▸ **RECORDS SUPPLIED**:
◆ ◆ ◆ ◆ ◆ ◆ ◆

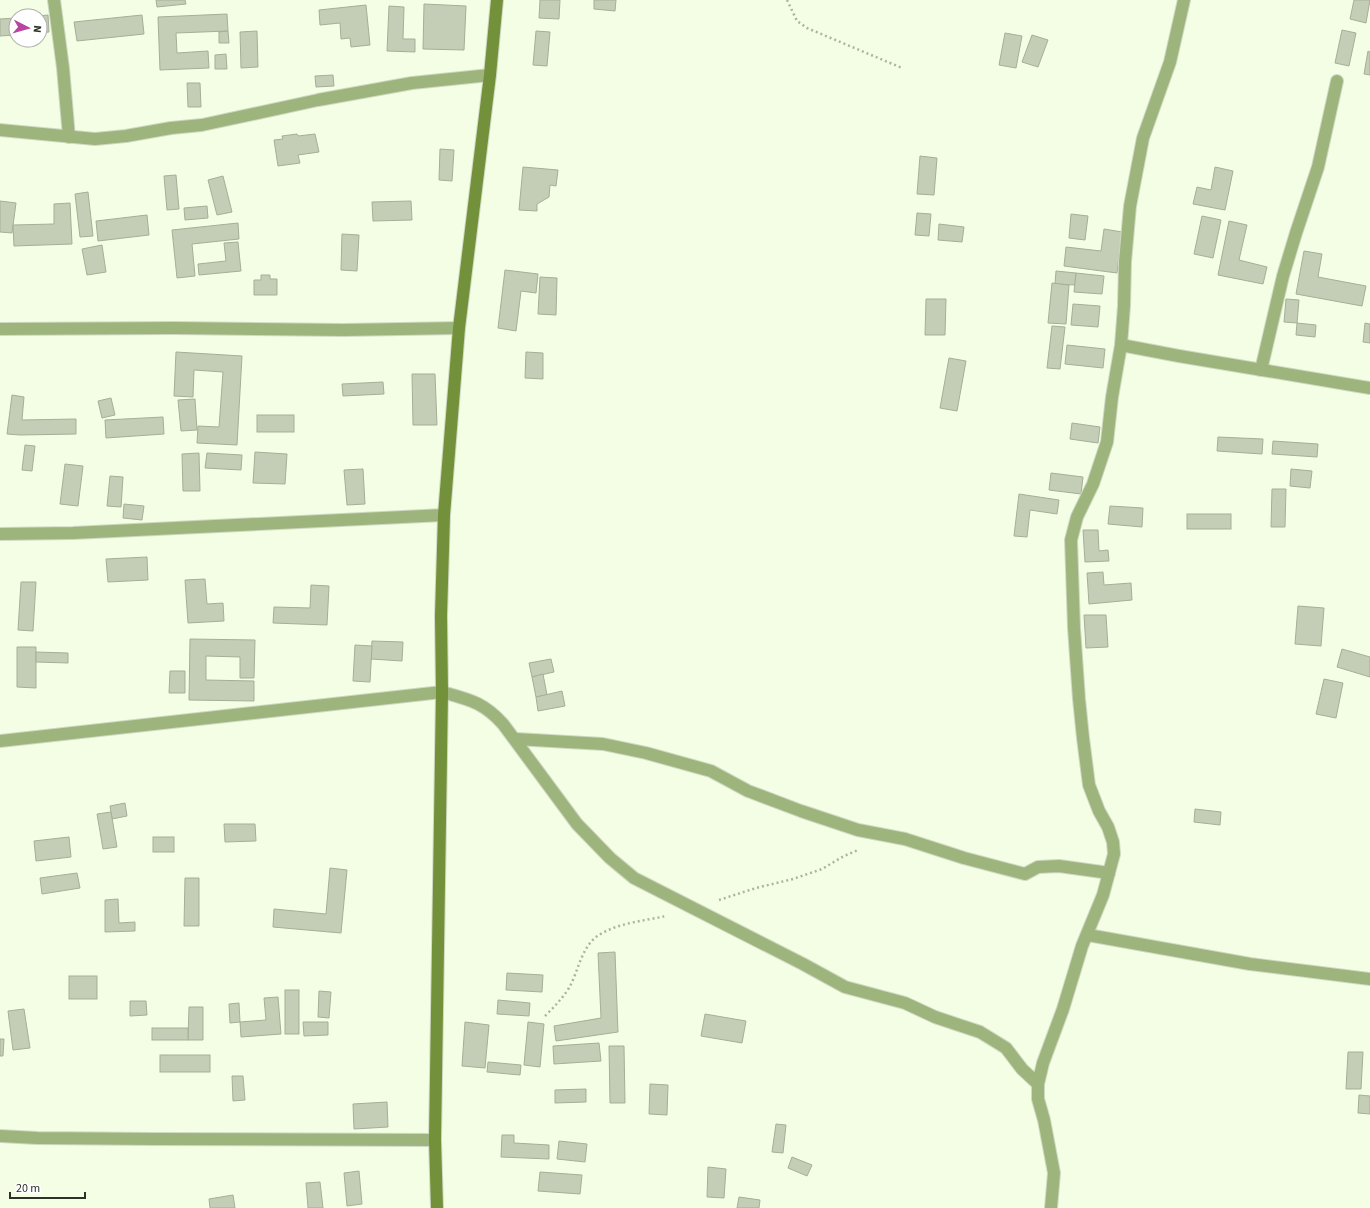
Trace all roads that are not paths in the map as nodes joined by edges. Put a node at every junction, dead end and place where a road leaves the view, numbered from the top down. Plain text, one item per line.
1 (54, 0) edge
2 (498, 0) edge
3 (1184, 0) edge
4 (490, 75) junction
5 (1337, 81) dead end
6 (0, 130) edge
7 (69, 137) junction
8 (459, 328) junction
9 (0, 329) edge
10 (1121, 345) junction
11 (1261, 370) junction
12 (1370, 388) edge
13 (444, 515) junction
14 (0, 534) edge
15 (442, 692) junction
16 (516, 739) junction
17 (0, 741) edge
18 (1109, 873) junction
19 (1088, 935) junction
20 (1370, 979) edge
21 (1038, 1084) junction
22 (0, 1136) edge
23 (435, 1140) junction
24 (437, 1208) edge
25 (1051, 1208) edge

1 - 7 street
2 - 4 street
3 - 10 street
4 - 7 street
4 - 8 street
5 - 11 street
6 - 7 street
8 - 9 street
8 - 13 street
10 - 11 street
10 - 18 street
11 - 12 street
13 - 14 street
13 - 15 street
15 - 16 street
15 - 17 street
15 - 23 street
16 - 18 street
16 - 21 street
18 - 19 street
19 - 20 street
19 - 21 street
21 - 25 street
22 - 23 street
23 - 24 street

◆ ◆ ◆ ◆ ◆ ◆ ◆

▸ **TASK STATEMENT**: Type out the entries again without a single change, and leave the pictures out.

▸ **TASK SOLUTION**:
Trace all roads that are not paths in the map as nodes joined by edges. Put a node at every junction, dead end and place where a road leaves the view, numbered from the top down. Plain text, one item per line.
1 (54, 0) edge
2 (498, 0) edge
3 (1184, 0) edge
4 (490, 75) junction
5 (1337, 81) dead end
6 (0, 130) edge
7 (69, 137) junction
8 (459, 328) junction
9 (0, 329) edge
10 (1121, 345) junction
11 (1261, 370) junction
12 (1370, 388) edge
13 (444, 515) junction
14 (0, 534) edge
15 (442, 692) junction
16 (516, 739) junction
17 (0, 741) edge
18 (1109, 873) junction
19 (1088, 935) junction
20 (1370, 979) edge
21 (1038, 1084) junction
22 (0, 1136) edge
23 (435, 1140) junction
24 (437, 1208) edge
25 (1051, 1208) edge

1 - 7 street
2 - 4 street
3 - 10 street
4 - 7 street
4 - 8 street
5 - 11 street
6 - 7 street
8 - 9 street
8 - 13 street
10 - 11 street
10 - 18 street
11 - 12 street
13 - 14 street
13 - 15 street
15 - 16 street
15 - 17 street
15 - 23 street
16 - 18 street
16 - 21 street
18 - 19 street
19 - 20 street
19 - 21 street
21 - 25 street
22 - 23 street
23 - 24 street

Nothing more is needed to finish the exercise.